A Aprosoja-MT argumenta ainda que a Moratória da Soja é um acordo privado sem respaldo legal, que vem impondo barreiras comerciais injustas aos produtores, sobretudo os pequenos e médios, impedindo a comercialização de safras cultivadas em áreas regulares e licenciadas. A Aprosoja-MT seguirá vigilante e atuante para garantir que produtores que respeitam a lei também tenham o direito de produzir, prosperar e contribuir com o desenvolvimento do País, concluiu. A Associação Brasileira das Indústrias de Óleos Vegetais (Abiove) afirmou que no julgamento do Conselho Administrativo de Defesa Econômica (Cade) prevaleceu a decisão vigente do Supremo Tribunal Federal (STF). O tribunal manteve suspensa a medida preventiva da Superintendência Geral até 31 de dezembro de 2025, prazo destinado a permitir que agentes privados e públicos dialoguem em busca de uma solução.
A Abiove continuará acompanhando os desdobramentos no Cade e segue à disposição para colaborar com as autoridades competentes, em prol da segurança jurídica e da previsibilidade regulatória do setor. A legalidade da Moratória da Soja foi reconhecida por decisão liminar vigente pelos ministros Flávio Dino, Alexandre de Moraes, Gilmar Mendes, Edson Fachin e Cristiano Zanin, do Supremo Tribunal Federal. Quatro ações diretas de inconstitucionalidade contra leis estaduais que retiram incentivos de empresas signatárias da moratória da soja tramitam na Suprema Corte. A Moratória da Soja é um compromisso multissetorial, voluntário, 100% transparente e referência internacional em desenvolvimento sustentável há quase duas décadas. Ela conta com a participação do Estado, por meio de instituições como o Ministério do Meio Ambiente e o Ibama, é reconhecida pela União, por meio da Advocacia-Geral da União (AGU), como uma política pública ambiental em vigor há mais de 20 anos, defende a Abiove.
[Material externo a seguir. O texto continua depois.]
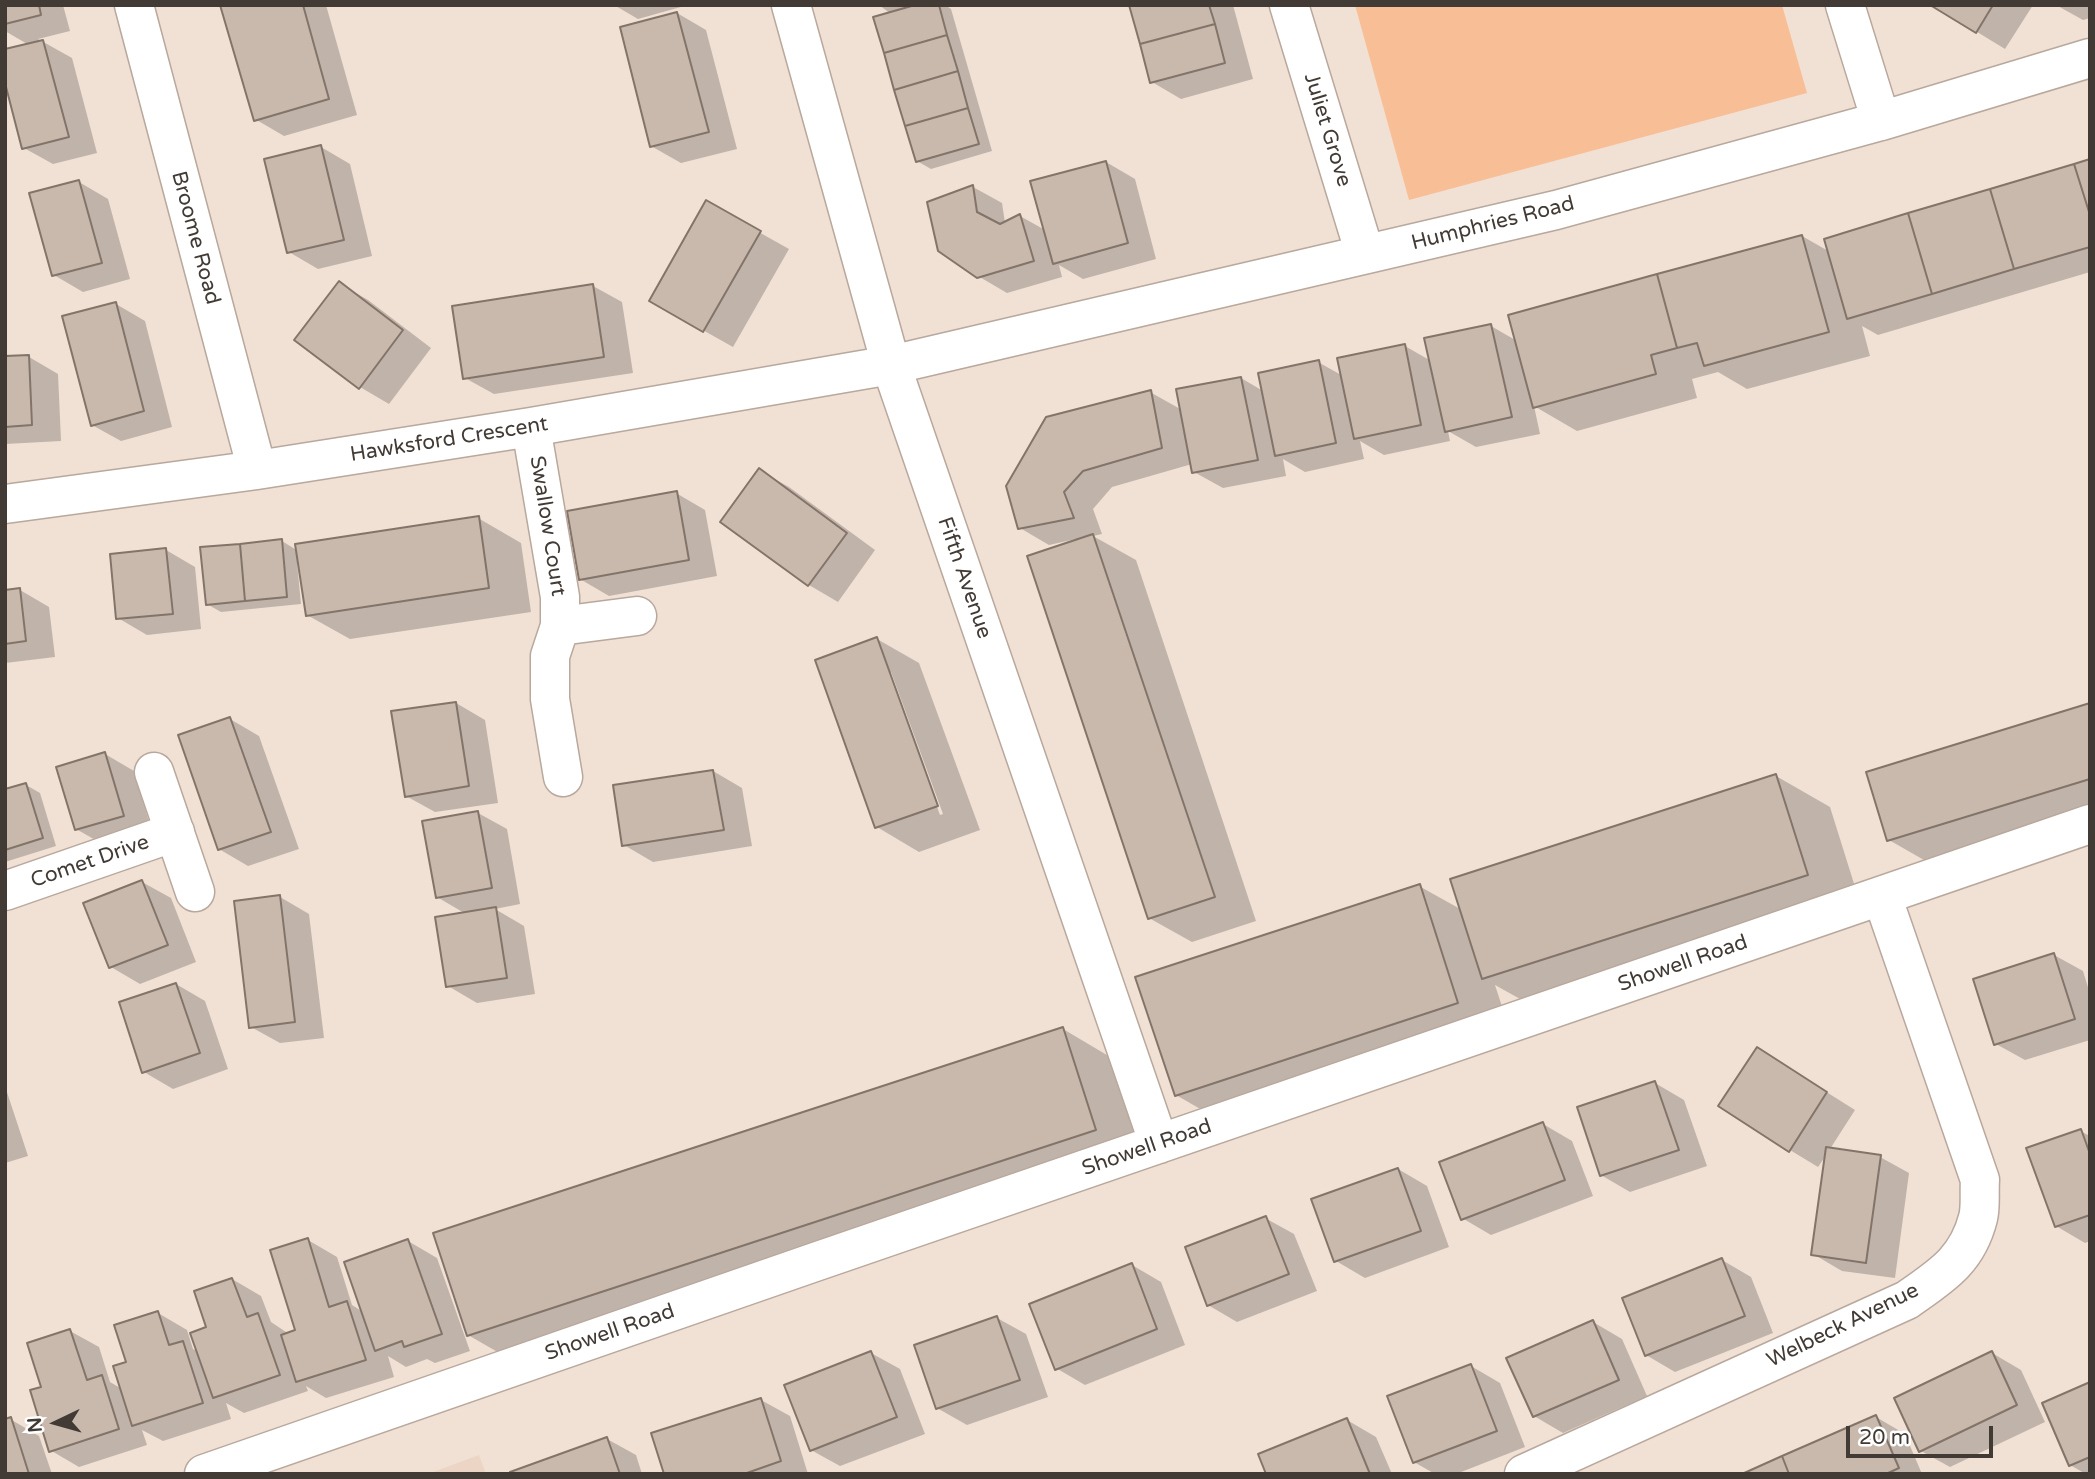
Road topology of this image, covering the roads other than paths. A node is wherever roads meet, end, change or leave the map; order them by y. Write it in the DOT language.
graph roads {
  1 [pos="134,5"];
  2 [pos="791,5"];
  3 [pos="1289,5"];
  4 [pos="1845,5"];
  5 [pos="2090,58"];
  6 [pos="1881,121"];
  7 [pos="1365,254"];
  8 [pos="891,365"];
  9 [pos="531,427"];
  10 [pos="257,470"];
  11 [pos="5,504"];
  12 [pos="637,616"];
  13 [pos="560,626"];
  14 [pos="154,772"];
  15 [pos="563,777"];
  16 [pos="2090,824"];
  17 [pos="174,832"];
  18 [pos="5,891"];
  19 [pos="195,891"];
  20 [pos="1882,896"];
  21 [pos="1159,1144"];
  22 [pos="204,1474"];
  23 [pos="1524,1474"];
  1 -- 10 [label="street, Broome Road"];
  2 -- 8 [label="street, Fifth Avenue"];
  3 -- 7 [label="street, Juliet Grove"];
  4 -- 6 [label="street"];
  5 -- 6 [label="street, Humphries Road"];
  6 -- 7 [label="street, Humphries Road"];
  7 -- 8 [label="street, Humphries Road"];
  8 -- 9 [label="street, Hawksford Crescent"];
  8 -- 21 [label="street, Fifth Avenue"];
  9 -- 10 [label="street, Hawksford Crescent"];
  9 -- 13 [label="street, Swallow Court"];
  10 -- 11 [label="street, Hawksford Crescent"];
  12 -- 13 [label="street, Swallow Court"];
  13 -- 15 [label="street, Swallow Court"];
  14 -- 17 [label="street, Comet Drive"];
  16 -- 20 [label="street, Showell Road"];
  17 -- 18 [label="street, Comet Drive"];
  17 -- 19 [label="street, Comet Drive"];
  20 -- 21 [label="street, Showell Road"];
  20 -- 23 [label="street, Welbeck Avenue"];
  21 -- 22 [label="street, Showell Road"];
}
A Moratória da Soja é um pacto multissetorial firmado entre setor privado (tradings e compradores de grãos), organizações não governamentais e órgãos do governo, que prevê a não comercialização, o não financiamento ou a aquisição de soja produzida em áreas desmatadas na Amazônia após 22 de julho de 2008, data da aprovação do Código Florestal Brasileiro. O pacto firmado em 2006 proíbe a compra de soja cultivada em áreas do bioma Amazônia desmatadas após julho de 2008, mesmo quando o desmatamento ocorrer dentro dos limites estabelecidos pelo Código Florestal, que permite a supressão de até 20% da vegetação em propriedades no bioma. A Moratória da Soja gera discordância há anos entre produtores e tradings. Os produtores elevaram o tom contra o pacto no último ano, com apoio de parlamentares, pedindo a suspensão da prática pela indústria e alegando que o acordo fere o Código Florestal Brasileiro e que tem indícios de prática de cartel. As indústrias processadoras e exportadoras de soja, porém, negam tais práticas. Fonte: Broadcast Agro. Adaptado por Cogo Inteligência em Agronegócio.